The effect on atrial and ventricular intracellular potentials, and other pharmacological actions of L9146, a non-halogenated benzo(b)thiophene related to amiodarone.

Abstract

L9146 was synthesised in the hope of eliminating the unwanted side-effects of amiodarone which has been shown to be effective in the control of atrial fibrillation, flutter, and in pre-excitation syndromes such as Wolff-Parkinson-White syndrome. L9146 has pharmacological and electrophysiological effects similar to those of amiodarone. It is an antagonist of both alpha and beta adrenoceptor-mediated cardiovascular effects of a noncompetitive type. It lowers vascular resistance briefly, and causes a longer lasting bradycardia. It moderately reduces the maximum rate of depolarisation (MRD), conduction velocity, and totally suppresses ventricular pacemakers activated by high doses of isoprenaline.

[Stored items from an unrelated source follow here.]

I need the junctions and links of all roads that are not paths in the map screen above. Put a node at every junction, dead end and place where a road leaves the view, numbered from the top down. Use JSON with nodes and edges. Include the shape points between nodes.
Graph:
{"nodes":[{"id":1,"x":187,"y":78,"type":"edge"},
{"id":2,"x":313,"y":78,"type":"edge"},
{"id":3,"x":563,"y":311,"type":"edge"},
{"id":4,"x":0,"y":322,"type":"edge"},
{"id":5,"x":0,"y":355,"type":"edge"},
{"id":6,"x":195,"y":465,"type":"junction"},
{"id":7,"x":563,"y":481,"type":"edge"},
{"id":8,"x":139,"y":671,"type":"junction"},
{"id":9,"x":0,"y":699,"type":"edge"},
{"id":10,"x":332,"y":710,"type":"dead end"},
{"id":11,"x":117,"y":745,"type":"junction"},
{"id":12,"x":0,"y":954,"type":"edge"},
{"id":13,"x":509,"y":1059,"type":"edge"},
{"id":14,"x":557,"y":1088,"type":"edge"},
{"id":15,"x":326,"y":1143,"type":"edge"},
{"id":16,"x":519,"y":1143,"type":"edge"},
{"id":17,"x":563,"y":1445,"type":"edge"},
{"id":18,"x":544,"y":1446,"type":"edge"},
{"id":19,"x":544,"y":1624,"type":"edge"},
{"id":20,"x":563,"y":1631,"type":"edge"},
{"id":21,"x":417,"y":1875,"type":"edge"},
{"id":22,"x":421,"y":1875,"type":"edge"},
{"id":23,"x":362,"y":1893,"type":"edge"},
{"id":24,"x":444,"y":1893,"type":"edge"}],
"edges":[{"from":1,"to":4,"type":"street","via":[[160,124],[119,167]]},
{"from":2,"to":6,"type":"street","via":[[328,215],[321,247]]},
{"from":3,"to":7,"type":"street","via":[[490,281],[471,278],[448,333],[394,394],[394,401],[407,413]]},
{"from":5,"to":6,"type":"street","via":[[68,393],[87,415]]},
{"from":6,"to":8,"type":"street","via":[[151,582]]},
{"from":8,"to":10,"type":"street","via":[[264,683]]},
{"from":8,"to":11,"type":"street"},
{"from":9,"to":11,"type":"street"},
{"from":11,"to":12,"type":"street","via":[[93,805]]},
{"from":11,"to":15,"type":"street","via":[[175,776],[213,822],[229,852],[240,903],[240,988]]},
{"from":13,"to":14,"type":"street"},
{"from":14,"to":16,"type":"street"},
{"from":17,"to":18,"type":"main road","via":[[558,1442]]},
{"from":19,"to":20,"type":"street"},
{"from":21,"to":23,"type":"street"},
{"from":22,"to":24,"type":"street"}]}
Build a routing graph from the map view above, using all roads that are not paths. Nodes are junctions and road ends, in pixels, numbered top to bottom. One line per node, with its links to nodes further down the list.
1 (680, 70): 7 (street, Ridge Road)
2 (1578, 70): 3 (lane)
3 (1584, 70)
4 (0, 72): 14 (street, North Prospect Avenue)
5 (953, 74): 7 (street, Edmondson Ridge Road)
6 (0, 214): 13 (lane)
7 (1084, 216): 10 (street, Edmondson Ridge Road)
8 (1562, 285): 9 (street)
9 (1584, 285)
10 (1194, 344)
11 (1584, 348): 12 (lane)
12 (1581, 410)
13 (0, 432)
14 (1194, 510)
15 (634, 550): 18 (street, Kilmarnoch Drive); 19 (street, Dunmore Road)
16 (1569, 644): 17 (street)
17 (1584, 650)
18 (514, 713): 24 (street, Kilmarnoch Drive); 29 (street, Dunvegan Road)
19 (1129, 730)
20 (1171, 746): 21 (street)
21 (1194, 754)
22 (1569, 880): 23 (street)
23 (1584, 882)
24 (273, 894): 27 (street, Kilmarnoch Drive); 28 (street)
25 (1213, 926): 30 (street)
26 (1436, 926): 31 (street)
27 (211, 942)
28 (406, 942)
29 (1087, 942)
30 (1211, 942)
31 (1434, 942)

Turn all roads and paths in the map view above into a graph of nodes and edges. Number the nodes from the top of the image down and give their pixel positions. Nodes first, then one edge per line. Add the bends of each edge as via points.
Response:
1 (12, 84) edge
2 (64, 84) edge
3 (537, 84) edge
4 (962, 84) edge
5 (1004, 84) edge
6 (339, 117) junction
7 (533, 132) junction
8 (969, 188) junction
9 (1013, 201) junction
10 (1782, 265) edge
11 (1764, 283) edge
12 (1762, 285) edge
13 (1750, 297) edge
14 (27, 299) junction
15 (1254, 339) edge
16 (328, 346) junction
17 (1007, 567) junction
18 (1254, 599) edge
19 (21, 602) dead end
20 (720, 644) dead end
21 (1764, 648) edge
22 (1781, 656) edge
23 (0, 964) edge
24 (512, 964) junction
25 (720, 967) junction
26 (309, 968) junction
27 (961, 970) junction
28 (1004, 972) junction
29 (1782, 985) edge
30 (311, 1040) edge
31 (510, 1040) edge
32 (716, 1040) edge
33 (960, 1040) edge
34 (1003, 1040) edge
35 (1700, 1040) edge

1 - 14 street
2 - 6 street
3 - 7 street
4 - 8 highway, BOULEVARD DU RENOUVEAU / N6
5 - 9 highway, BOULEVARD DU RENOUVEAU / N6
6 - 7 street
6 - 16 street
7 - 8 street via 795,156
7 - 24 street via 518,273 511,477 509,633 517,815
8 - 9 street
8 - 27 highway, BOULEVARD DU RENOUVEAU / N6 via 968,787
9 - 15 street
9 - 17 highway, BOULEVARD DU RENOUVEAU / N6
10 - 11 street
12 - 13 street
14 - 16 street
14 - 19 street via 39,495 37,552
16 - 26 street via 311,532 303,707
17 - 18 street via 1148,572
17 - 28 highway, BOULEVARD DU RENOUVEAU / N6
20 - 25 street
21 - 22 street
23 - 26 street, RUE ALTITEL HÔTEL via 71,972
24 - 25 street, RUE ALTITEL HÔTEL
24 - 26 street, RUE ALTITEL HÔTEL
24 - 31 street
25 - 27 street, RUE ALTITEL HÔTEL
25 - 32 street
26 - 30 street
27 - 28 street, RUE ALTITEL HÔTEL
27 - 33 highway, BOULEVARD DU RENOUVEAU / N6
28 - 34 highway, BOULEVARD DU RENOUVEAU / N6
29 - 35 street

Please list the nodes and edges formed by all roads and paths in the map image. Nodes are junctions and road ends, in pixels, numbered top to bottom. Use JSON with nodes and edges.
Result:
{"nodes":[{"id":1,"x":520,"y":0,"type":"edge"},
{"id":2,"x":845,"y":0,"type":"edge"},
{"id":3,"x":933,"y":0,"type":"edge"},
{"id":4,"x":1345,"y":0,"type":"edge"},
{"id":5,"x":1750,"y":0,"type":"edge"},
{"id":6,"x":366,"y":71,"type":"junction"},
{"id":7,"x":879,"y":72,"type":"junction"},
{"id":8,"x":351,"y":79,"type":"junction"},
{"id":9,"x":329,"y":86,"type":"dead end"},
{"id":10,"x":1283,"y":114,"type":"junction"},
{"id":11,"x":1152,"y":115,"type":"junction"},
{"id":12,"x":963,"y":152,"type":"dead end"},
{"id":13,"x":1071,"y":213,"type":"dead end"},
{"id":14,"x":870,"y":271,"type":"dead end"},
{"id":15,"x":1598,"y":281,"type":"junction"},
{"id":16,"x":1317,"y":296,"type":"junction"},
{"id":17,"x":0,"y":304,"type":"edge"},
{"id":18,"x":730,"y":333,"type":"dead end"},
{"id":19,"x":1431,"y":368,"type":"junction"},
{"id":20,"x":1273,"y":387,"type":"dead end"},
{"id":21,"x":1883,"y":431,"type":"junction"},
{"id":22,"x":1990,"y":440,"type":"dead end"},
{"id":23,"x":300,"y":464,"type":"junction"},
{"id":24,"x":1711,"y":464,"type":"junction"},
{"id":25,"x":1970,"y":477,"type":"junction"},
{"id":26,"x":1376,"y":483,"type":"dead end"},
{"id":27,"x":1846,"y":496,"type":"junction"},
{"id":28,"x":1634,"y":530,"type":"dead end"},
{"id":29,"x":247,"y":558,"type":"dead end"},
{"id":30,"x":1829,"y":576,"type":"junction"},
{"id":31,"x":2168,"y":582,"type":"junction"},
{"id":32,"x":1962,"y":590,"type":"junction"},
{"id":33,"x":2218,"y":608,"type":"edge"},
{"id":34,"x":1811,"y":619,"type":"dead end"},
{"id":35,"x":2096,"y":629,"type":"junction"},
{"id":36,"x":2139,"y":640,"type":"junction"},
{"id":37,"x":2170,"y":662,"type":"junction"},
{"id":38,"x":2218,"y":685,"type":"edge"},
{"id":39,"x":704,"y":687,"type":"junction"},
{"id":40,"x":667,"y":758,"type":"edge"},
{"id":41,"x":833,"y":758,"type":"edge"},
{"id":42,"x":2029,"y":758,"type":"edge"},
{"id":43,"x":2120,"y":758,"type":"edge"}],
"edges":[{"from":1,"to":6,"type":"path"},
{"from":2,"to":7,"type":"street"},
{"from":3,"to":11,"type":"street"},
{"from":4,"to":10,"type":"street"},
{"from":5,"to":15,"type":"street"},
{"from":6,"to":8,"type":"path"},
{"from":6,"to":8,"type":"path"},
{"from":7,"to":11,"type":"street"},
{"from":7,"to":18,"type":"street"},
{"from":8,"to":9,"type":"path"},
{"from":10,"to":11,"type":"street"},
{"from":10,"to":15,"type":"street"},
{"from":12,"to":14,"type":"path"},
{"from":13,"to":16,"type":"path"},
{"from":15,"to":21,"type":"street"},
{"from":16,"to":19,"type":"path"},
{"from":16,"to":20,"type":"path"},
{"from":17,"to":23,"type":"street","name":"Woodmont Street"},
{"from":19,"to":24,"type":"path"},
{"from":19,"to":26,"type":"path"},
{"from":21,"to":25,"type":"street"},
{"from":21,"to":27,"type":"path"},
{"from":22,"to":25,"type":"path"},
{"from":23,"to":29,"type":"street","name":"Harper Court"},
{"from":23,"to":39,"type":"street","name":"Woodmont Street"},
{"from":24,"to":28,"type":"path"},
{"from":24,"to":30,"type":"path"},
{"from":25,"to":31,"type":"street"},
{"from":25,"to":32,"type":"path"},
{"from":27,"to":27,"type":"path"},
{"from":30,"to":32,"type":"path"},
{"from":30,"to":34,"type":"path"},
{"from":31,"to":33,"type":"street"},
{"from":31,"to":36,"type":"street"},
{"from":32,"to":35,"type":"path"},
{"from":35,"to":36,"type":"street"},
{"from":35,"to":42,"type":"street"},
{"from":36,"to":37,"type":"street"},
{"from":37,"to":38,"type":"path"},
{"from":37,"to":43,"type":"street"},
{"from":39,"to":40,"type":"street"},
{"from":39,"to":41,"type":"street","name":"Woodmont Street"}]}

In addition, L9146 greatly prolongs action potential duration (APD) in atrial and ventricular muscle. In normal ventricular conducting tissue the action potential duration (APD) is shorter in the bundle of His than in the false tendons, and shorter still in the ventricular muscle. L9146 lengthened APD throughout, but particularly in the proximal portion, and even more in the muscle, so that APD became uniform. The decrement of conduction of premature action potentials was increased to the point at which slowly conducting premature AP's were eliminated altogether.